Buna göre tahliye davaları ile kira tespit davası birbirinden ayrı talepleri içeren davalardır. Uygulamada bazı hallerde kiraya verenler sadece tahliye davası açmak isterken bazen de sadece kira tespiti davası açılması talep edilmektedir. Bu durum tamamen somut olay ile ilgilidir. Ancak özellikle Ankara, İstanbul gibi büyükşehirlerde davaların uzun sürmesi, tahliye davası sürecinde kira bedelinin emsallerinin altında olması gibi nedenlerle kiraya veren tarafın tahliye davasının yanında kira tespit davası da açılması yönünde talepleri olabilmektedir.

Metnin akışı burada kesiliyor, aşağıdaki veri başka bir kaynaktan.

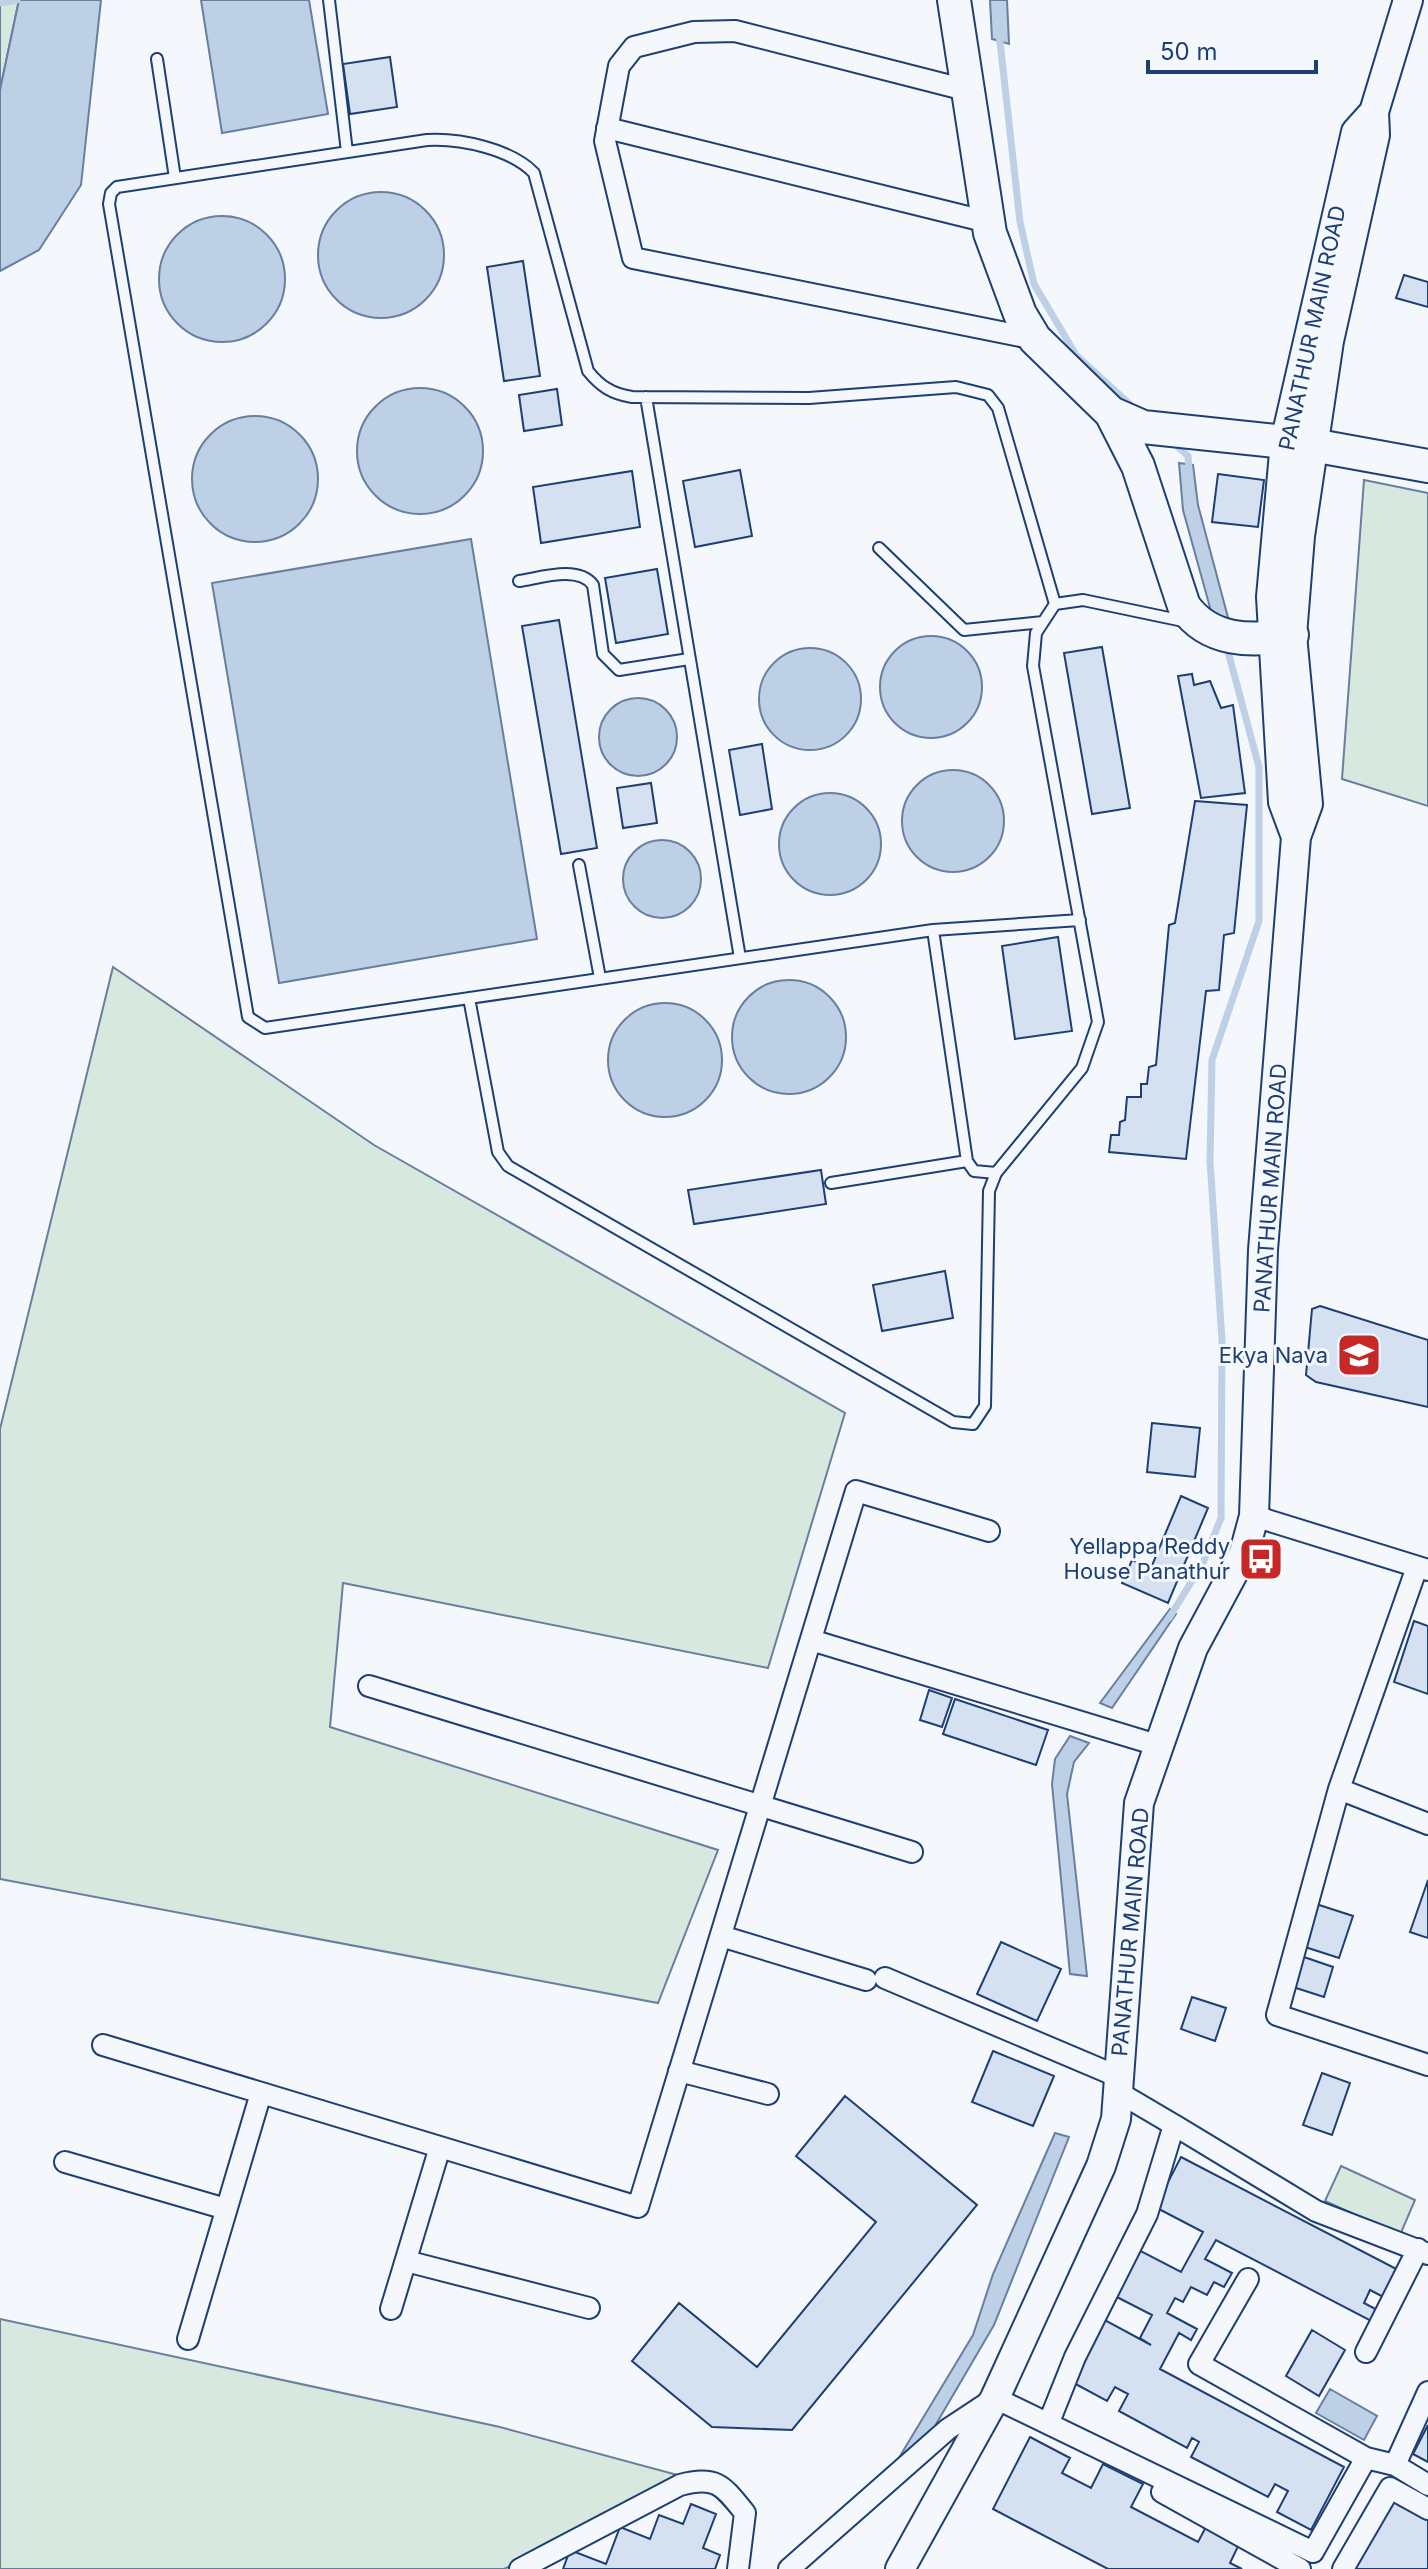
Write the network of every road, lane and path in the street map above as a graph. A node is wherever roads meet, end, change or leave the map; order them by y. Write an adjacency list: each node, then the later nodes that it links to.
1 (329, 0): 8 (lane)
2 (932, 0): 4 (main road)
3 (1408, 0): 14 (street, PANATHUR MAIN ROAD)
4 (957, 12): 6 (main road)
5 (157, 59): 9 (lane)
6 (970, 91): 7 (street); 10 (main road)
7 (607, 128): 10 (street); 11 (street)
8 (347, 152): 9 (lane); 12 (lane)
9 (175, 178): 27 (lane)
10 (988, 222): 11 (main road)
11 (1035, 339): 13 (main road)
12 (646, 397): 18 (lane); 21 (lane)
13 (1111, 413): 14 (main road); 20 (main road)
14 (1298, 443): 15 (main road); 20 (street, PANATHUR MAIN ROAD)
15 (1428, 466)
16 (879, 548): 19 (lane)
17 (519, 581): 21 (lane)
18 (1055, 604): 19 (lane); 20 (lane)
19 (1043, 622): 23 (lane)
20 (1244, 634): 31 (street, PANATHUR MAIN ROAD)
21 (689, 659): 25 (lane)
22 (579, 865): 26 (lane)
23 (1080, 920): 24 (lane); 29 (lane)
24 (933, 930): 25 (lane); 28 (lane)
25 (740, 958): 26 (lane)
26 (600, 978): 27 (lane)
27 (469, 998): 29 (lane)
28 (967, 1161): 29 (lane); 30 (lane)
29 (996, 1173)
30 (831, 1183)
31 (1254, 1516): 33 (street); 36 (street, PANATHUR MAIN ROAD)
32 (989, 1531): 34 (street)
33 (1422, 1568): 37 (street)
34 (811, 1640): 36 (street); 38 (street)
35 (369, 1686): 38 (street)
36 (1157, 1745): 45 (street, PANATHUR MAIN ROAD)
37 (1339, 1789): 39 (street); 43 (street)
38 (761, 1805): 40 (street); 41 (street)
39 (1428, 1824)
40 (912, 1852)
41 (721, 1936): 44 (street); 45 (street)
42 (103, 2045): 46 (street)
43 (1428, 2065)
44 (679, 2071): 47 (street); 49 (street)
45 (1118, 2084): 48 (street); 60 (street, PANATHUR MAIN ROAD)
46 (261, 2093): 49 (street); 51 (street)
47 (768, 2094)
48 (1174, 2125): 52 (street); 61 (street)
49 (440, 2147): 53 (street)
50 (65, 2162): 51 (street)
51 (226, 2209): 57 (street)
52 (1423, 2252): 58 (street)
53 (406, 2261): 55 (street); 56 (street)
54 (1248, 2279): 62 (street)
55 (589, 2308)
56 (391, 2309)
57 (188, 2339)
58 (1366, 2352)
59 (1428, 2392): 63 (street)
60 (992, 2403): 61 (street); 68 (street); 69 (street, PANATHUR MAIN ROAD); 70 (street)
61 (1049, 2422): 62 (street)
62 (1366, 2458): 63 (street)
63 (1395, 2465): 64 (street)
64 (1428, 2485)
65 (1428, 2509): 71 (street)
66 (520, 2569): 67 (street)
67 (738, 2569)
68 (789, 2569)
69 (900, 2569)
70 (1300, 2569)
71 (1343, 2569)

Peki tahliye davası devam ederken kira tespit davası açılması mümkün müdür? Bu soruyu şu şekilde cevaplandıralım. Türk Borçlar Kanununun genel hükümleri ile konut ve çatılı işyeri kiralarına ilişkin hükümlerin düzenlendiği kısımlarında kiralananın tahliyesi nedenleri sınırlı olarak belirtilmiştir. Bu bağlamda kiraya veren taraf sadece bu tahliye sebeplerini ileri sürerek dava açıp kiralananın tahliyesini talep edebilecektir. Konut ve çatılı işyeri kiralarında kira sözleşmesi kural olarak tarafların ortak iradesi sonucunda veya mahkeme kararı ile sonlandırılabilir. Bu anlamda özellikle tarafların anlaşma sağlayamadığı hallerde tahliye davası açılsa dahi mahkemece ilgili davada karar verilinceye kadar kira ilişkisi devam etmektedir. Açılan davada Mahkemece tahliye kararı verilecek dahi olsa taraflar tahliye davası sonuçlanıncaya kadar akdettikleri kira sözleşmesi ile bağlıdır. Keza mahkemece tahliye talebinin reddedilmesi ihtimali de vardır. Bu anlamda tahliye davasının devam ettiği süreçte taraflarca kira tespit davası açılabilir. Somut durumda TBK m.343 ve devamı maddelerinde belirtilen şartların mevcut olması koşuluyla kiraya verenin tahliye davası sürecinde kira bedelinin belirlenmesini talep edebilmesi kanundan doğan hakkıdır. Yüksek mahkeme içtihatları da bu doğrultudadır.
Bu konuda sorulan bir diğer soru da tahliye davası devam ederken kira tespit davası açılmasının tahliye davasına herhangi bir olumsuz etkisi olup olmayacağı hakkındadır. Yukarıda da belirttiğimiz üzere tahliye talebi ile kira tespiti yönündeki talepler birbirleriyle çelişmemektedir ve talep konuları birbirinden ayrıdır. Dolayısıyla kira tespit davası açılmasının tahliye davasına olumsuz bir etkisi olmayacaktır. Ancak somut olay özelinde ayrı ayrı değerlendirme yapılması daha faydalı olacaktır. Uygulamada tahliye davası devam ederken açılan kira tespit davalarında genellikle tahliyeye ilişkin dava ve hakların saklı tutulduğu beyan edilerek TBK m.344 uyarınca kira bedelinin belirlenmesi talebinde bulunulmaktadır.
Bir örnek ile bu konuyu somutlaştırmamız gerekirse; kiraya verenin kiracıya ihtiyaç sebebiyle tahliye davası açtığını varsayalım. Bu süreçte de kiracı tarafından sözleşmeye göre ödenmesi gereken kira bedelinin rayicinin altında olduğunu ve kiracı ile kiraya verenin kira bedeli artışında anlaşma sağlayamadığını düşünelim. Bu halde kiraya veren taraf ihtiyaç sebebiyle açılan tahliye davası devam ederken Türk Borçlar Kanunu m.343 ve devamı maddeleri uyarınca belirtilen koşulları sağlamak kaydıyla kiracıya karşı kira bedelinin tespiti davası da açabilecektir.